Argiris Kambouris

Personal information
- Born: January 24, 1962 (age 64) Astypalaia, Greece
- Listed height: 6 ft 9.5 in (2.07 m)
- Listed weight: 225 lb (102 kg)

Career information
- Playing career: 1978–1996
- Position: Power forward / center
- Number: 7

Career history
- 1978–1980: Olympiacos
- 1980–1981: Glyfada
- 1981–1995: Olympiacos
- 1995–1996: Peristeri

Career highlights
- 3× Greek League champion (1993–1995); Greek Cup winner (1994);

= Argiris Kambouris =

Greek basketball player and coach (born 1962)

Anargiros "Argiris" Kambouris (alternate spellings: Argyris, Kampouris, Kabouris, Αργύρης Καμπούρης; born January 24, 1962) is a Greek former professional basketball player and coach. During his playing career, at a height of 2.07 m tall, he played at both the power forward and center positions. He is considered to be one of the most important players in the history of the Greek basketball club Olympiacos Piraeus. As a member of the senior Greece national team, Kambouris was the hero of the final of the 1987 EuroBasket, as he scored the game's winning points, with two made free throws, that came just four seconds before the game's end.

==Professional career==
Kambouris played with Olympiacos Piraeus from 1978 to 1995, except for the 1980–81 season, during which he spent on loan with the Greek club A.N.O. Glyfada. As the Team Captain of Olympiacos, he won three Greek League championships, in the years 1993, 1994, and 1995. With Olympiacos, he was also a Greek Cup finalist in 1983 and 1986, and a Greek Cup winner in 1994. He was also a member of two Olympiacos teams that played in the EuroLeague Finals, in 1994 at Tel Aviv, and in 1995 at Zaragoza. He finished his playing career with the Greek club Peristeri Athens.

==National team career==
Kambouris was an important member of the senior Greece national team. With Greece, he won the gold medal at the 1987 EuroBasket. Kambouris was the 1987 EuroBasket Final's hero. He scored the game's winning two points, with two made free throws, four seconds before the end of the game's overtime period, which gave Greece a dramatic 103–101 victory over the Soviet Union. He also won the silver medal at the 1989 EuroBasket.

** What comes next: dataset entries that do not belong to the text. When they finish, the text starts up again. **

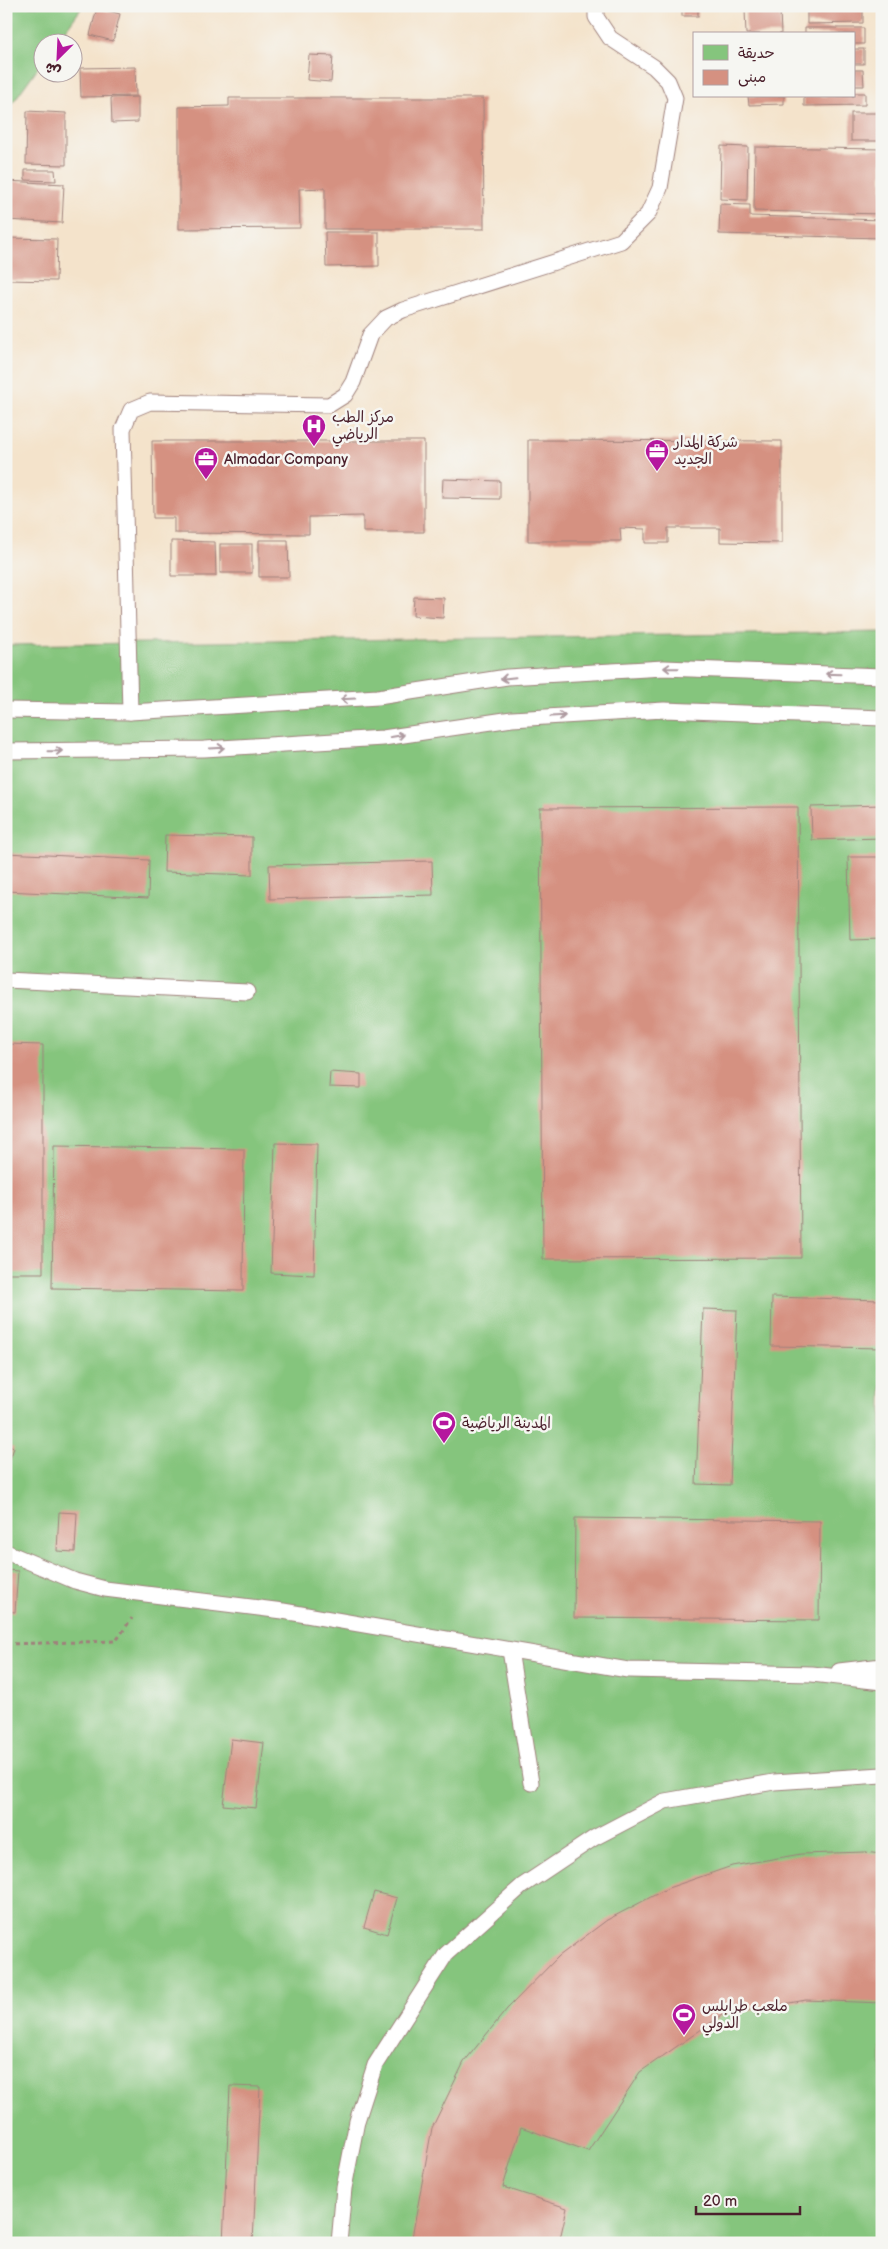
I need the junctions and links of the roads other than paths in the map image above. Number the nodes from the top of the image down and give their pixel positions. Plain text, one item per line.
1 (596, 6) edge
2 (882, 676) edge
3 (6, 710) edge
4 (130, 712) junction
5 (882, 718) edge
6 (6, 751) edge
7 (6, 980) edge
8 (247, 992) dead end
9 (6, 1552) edge
10 (510, 1650) junction
11 (882, 1666) edge
12 (812, 1674) junction
13 (882, 1682) edge
14 (882, 1775) edge
15 (531, 1783) dead end
16 (339, 2243) edge

1 - 4 lane
2 -> 4 lane
3 - 4 lane
6 -> 5 lane
7 - 8 lane
9 - 10 lane
10 - 12 lane
10 - 15 lane
11 - 12 lane
12 - 13 lane
14 - 16 lane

Kambouris was also a member of the Greek national teams that finished in 10th place at the 1986 FIBA World Championship, in 6th place at the 1990 FIBA World Championship, and in 5th place at the 1991 EuroBasket. With Greece's senior national team, he had a total of 126 caps (games played).

==Coaching career==
Kambouris retired from playing professional basketball in 1996. After that, he began a career working as a basketball coach. He later worked as a technical consultant in the infrastructure departments of Olympiacos.

==Personal life==
Kambouris' son, Nikos Kambouris, is a former professional basketball player, and he is currently a basketball coach.